Son los atracos simbólicos de la postmodernidad. Expresiones de esa “moda retro”, de esa “cultura de la nostalgia”, con la que se intenta “estabilizar el presente inmunizándolo contra el futuro”. Que, como apunta el intelectual venezolano Luis Brito, tiene entre sus cometidos capitales: “la muerte de las ideologías, la descalificación a toda lealtad y la relativización de todo código”. La dilución intencional de cualquier iniciativa colectiva de transformación; de los referentes antifascistas y plebeyos de Bella Ciao, del patriotismo y humanismo de aquellos versos martianos embebidos en la cubanía de La Guantanamera.
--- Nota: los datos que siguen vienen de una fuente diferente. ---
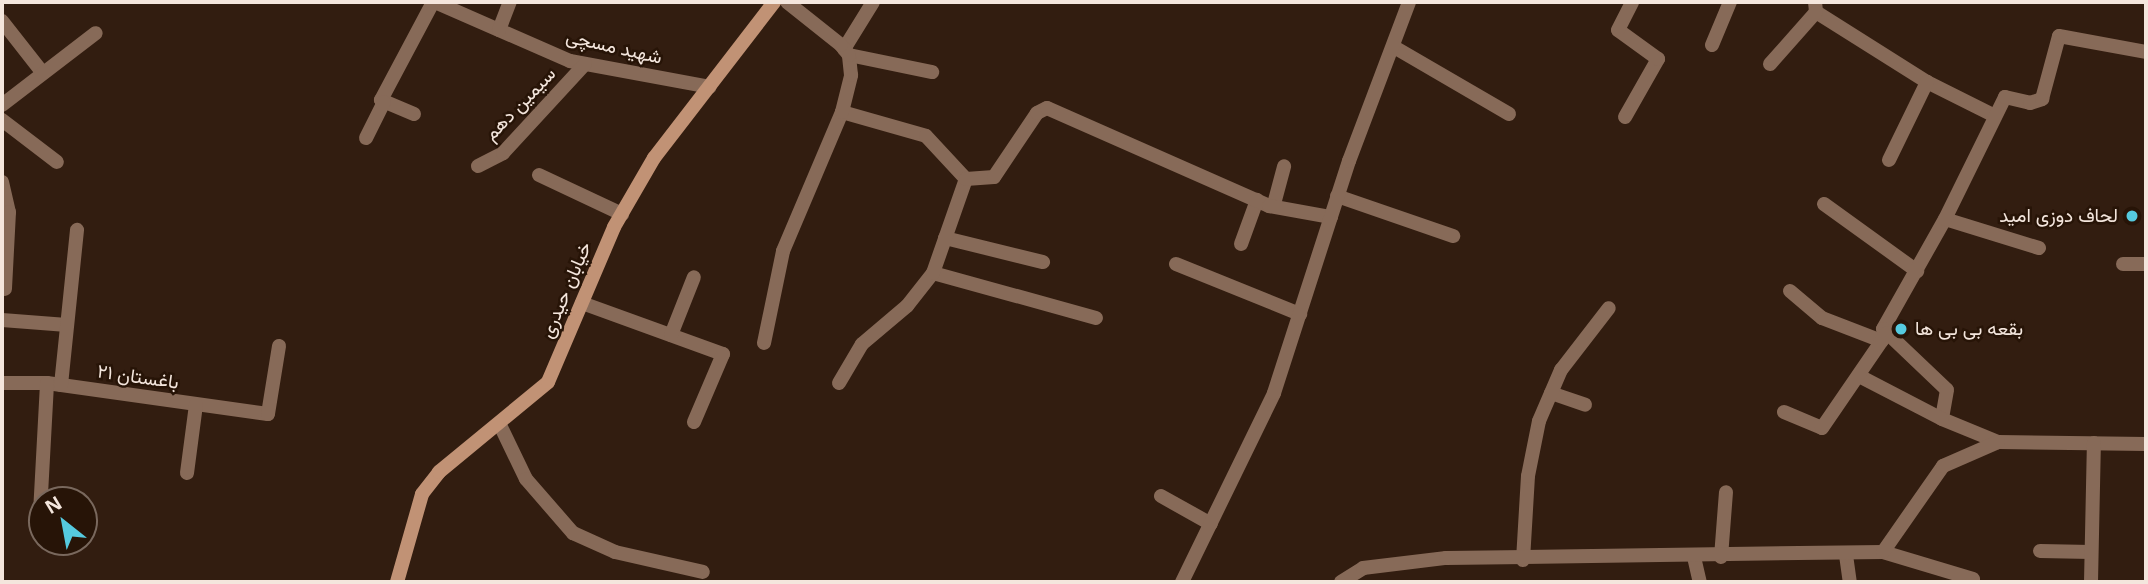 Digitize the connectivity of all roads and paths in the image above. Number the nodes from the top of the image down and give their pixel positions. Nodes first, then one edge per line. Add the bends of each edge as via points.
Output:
1 (434, 2) edge
2 (509, 2) edge
3 (774, 2) edge
4 (787, 2) edge
5 (873, 2) edge
6 (1409, 2) edge
7 (1632, 2) edge
8 (1730, 2) edge
9 (1815, 7) edge
10 (2, 21) edge
11 (499, 30) junction
12 (96, 33) dead end
13 (1712, 45) dead end
14 (1394, 47) junction
15 (846, 52) junction
16 (2146, 52) edge
17 (585, 64) junction
18 (1770, 64) dead end
19 (42, 72) junction
20 (932, 72) dead end
21 (1927, 82) junction
22 (710, 87) junction
23 (384, 102) junction
24 (2, 105) edge
25 (842, 112) junction
26 (414, 114) dead end
27 (1509, 114) dead end
28 (1995, 116) junction
29 (1625, 117) dead end
30 (2, 120) edge
31 (366, 138) dead end
32 (1889, 160) dead end
33 (57, 162) dead end
34 (478, 166) dead end
35 (1284, 166) dead end
36 (540, 174) dead end
37 (966, 179) junction
38 (2, 182) edge
39 (1337, 196) junction
40 (1257, 200) junction
41 (1274, 204) junction
42 (1824, 204) dead end
43 (622, 214) junction
44 (1331, 217) junction
45 (1945, 219) junction
46 (78, 230) dead end
47 (1453, 236) dead end
48 (945, 238) junction
49 (1241, 244) dead end
50 (2039, 248) dead end
51 (1043, 262) dead end
52 (1176, 264) dead end
53 (2123, 264) dead end
54 (2146, 264) edge
55 (1917, 271) junction
56 (933, 273) junction
57 (694, 277) dead end
58 (5, 289) dead end
59 (1790, 291) dead end
60 (582, 303) junction
61 (1609, 308) dead end
62 (1300, 313) junction
63 (1096, 318) dead end
64 (2, 320) edge
65 (67, 325) junction
66 (671, 335) junction
67 (1885, 337) junction
68 (764, 343) dead end
69 (279, 346) dead end
70 (1861, 377) junction
71 (2, 383) edge
72 (839, 383) dead end
73 (54, 384) junction
74 (1551, 393) junction
75 (196, 405) junction
76 (1585, 405) dead end
77 (1784, 412) dead end
78 (1942, 419) junction
79 (694, 422) dead end
80 (500, 425) junction
81 (1998, 442) junction
82 (2094, 443) junction
83 (2146, 444) edge
84 (187, 473) dead end
85 (43, 486) edge
86 (1726, 492) dead end
87 (1161, 496) dead end
88 (1211, 524) junction
89 (2040, 551) dead end
90 (1883, 552) junction
91 (2091, 552) junction
92 (1846, 555) junction
93 (1694, 557) junction
94 (1721, 557) junction
95 (1523, 560) junction
96 (703, 572) dead end
97 (1973, 579) dead end
98 (397, 582) edge
99 (1182, 582) edge
100 (1341, 582) edge
101 (1700, 582) edge
102 (1850, 582) edge
103 (2091, 582) edge

1 - 11 street, شهید مسچی
1 - 23 street
2 - 11 street
3 - 22 street, خیابان حیدری
4 - 15 street
5 - 15 street
6 - 14 street
7 - 29 street via 1618,30 1658,59
8 - 13 street
9 - 18 street
9 - 21 street
10 - 19 street
11 - 17 street, شهید مسچی
12 - 19 street
14 - 27 street
14 - 39 street
15 - 20 street
15 - 25 street via 850,85
16 - 28 street via 2059,36 2042,99 2030,103 2005,97
17 - 22 street, شهید مسچی
17 - 34 street, سیمین دهم via 503,153
19 - 24 street
21 - 28 street
21 - 32 street
22 - 43 street, خیابان حیدری via 653,158
23 - 26 street
23 - 31 street
25 - 37 street via 926,136
25 - 68 street via 783,251
28 - 45 street
30 - 33 street
35 - 41 street
36 - 43 street
37 - 40 street via 994,177 1037,113 1047,108
37 - 48 street
38 - 58 street via 9,212
39 - 44 street
39 - 47 street
40 - 41 street
40 - 49 street
41 - 44 street
42 - 55 street
43 - 60 street, خیابان حیدری
44 - 62 street
45 - 50 street
45 - 55 street
46 - 65 street
48 - 51 street
48 - 56 street
52 - 62 street
53 - 54 street
55 - 67 street via 1883,329
56 - 63 street
56 - 72 street via 907,306 862,344
57 - 66 street
59 - 67 street via 1822,318
60 - 66 street
60 - 80 street, خیابان حیدری via 548,382
61 - 74 street via 1560,370
62 - 88 street via 1248,455
64 - 65 street
65 - 73 street
66 - 79 street via 723,354
67 - 70 street
67 - 78 street via 1947,390
69 - 75 street, باغستان ۲۱ via 268,414
70 - 77 street via 1822,428
70 - 78 street
71 - 73 street, باغستان ۲۱
73 - 75 street, باغستان ۲۱
73 - 85 street
74 - 76 street
74 - 95 street via 1528,476
75 - 84 street
78 - 81 street
80 - 96 street via 526,479 573,533 615,552
80 - 98 street, خیابان حیدری via 439,472 422,494
81 - 82 street
81 - 90 street via 1943,466
82 - 83 street
82 - 91 street
86 - 94 street
87 - 88 street
88 - 99 street
89 - 91 street
90 - 92 street
90 - 97 street
91 - 103 street
92 - 94 street
92 - 102 street
93 - 94 street
93 - 95 street
93 - 101 street
95 - 100 street via 1383,563 1363,568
La casa de papel es un eficaz instrumento ideológico, entre los productos más refinados de las industrias culturales hegemónicas. Trastoca no pocos sentidos al proyectar “la resistencia” en los espejos narcisistas del homo selfies, en los códigos postmodernos de “el cambio está en mí”, “la prioridad soy yo”. Los intereses de la banda son meros pretextos para conseguir las ambiciones individuales. Descafeiniza la rebeldía y nos vende una falsa, de papel, que no cambia sino las circunstancias individuales de sujetos excluidos, que “atacan” al sistema para instaurarse en él, de la única forma posible, siendo ricos.

Trabaja con (y asienta) un nuevo paradigma cultural, con la fragmentación desideologizante de la cultura de masas. La ponderación de lo utilitario y comercial sobre lo virtuoso, del interés sobre el desinterés, de lo accidental sobre lo esencial. La apropiación ecléctica de los símbolos del pasado, la aniquilación de los metarrelatos emancipadores. La suplantación de los grandes héroes históricos por superhéroes de comics; concebidos como los de Marvel, aunque con más “claroscuros” en sus caracterizaciones y una reconocible marca latina (como Elena de Avalor), pero sin solución nuestramericana.

Con el mercado como eje, se yergue un sistema de influencias ingenierilmente orquestado, que diluye certezas y extravía las contradicciones centrales, para que las reflexiones no conduzcan hacia el real conflicto, ni las indignaciones lleguen al río de las revoluciones. Que todos se “rebelen” contra todas las verdades y para el bien de nadie (pobre y prescindible). Revelándose, sí, una iconoclastia compulsiva. Los héroes desmontados del pedestal del ejemplo. Una sojuzgante maquinaria, de pantallas lisas y brillantes, produce y reproduce aspirantes a ricos, anticomunistas y pobres de derecha, mercenarios o voluntarios. Con etiquetas mediáticas como “Libertarios”, “Guerreros de Franela”, “Rebeldes Venezolanos”, “Resistencia Nica” o “Clandestinos”. Que reciclan la iconografía de los comics, como vimos durante las campañas de odio en Venezuela y más recientemente en el ciberespacio cubano, precisamente contra Martí y su ideario.

Ese es uno de los mayores poderes del capitalismo, al decir de Jean-François Lyotard, “desrealizar los objetos habituales, los papeles de la vida social y las instituciones”. Instaurar lo que él llamó “diferendo”, una heterogeneidad insalvable, en la que no exista un tipo de discurso común al que puedan traducirse los demás. Un relativismo extremo que socava las verdades comunes y toda autoridad intelectual. La historia reducida a materia prima para la industria de la nostalgia.

Revolucionario será, en tal campo de disputa, defender la “contingencia incontrolable de la escritura”, los nichos de significados no estandarizados por las industrias del showbusiness, los discursos rebeldes de los “hombres soles” y del arte de vanguardia, con su “arañar en las entrañas de lo establecido” y lo normalizado por el Hegemón. El arte, cual lo asumiera el rebelde Martí, como “el modo más corto de llegar al triunfo de la verdad, y de ponerlo a la vez, de manera que perdure y centellee en las mentes, y en los corazones”, como “protesta de la luz” y “acto de rebelión del alma fina contra la existencia grotesca, bestial, insípida…”.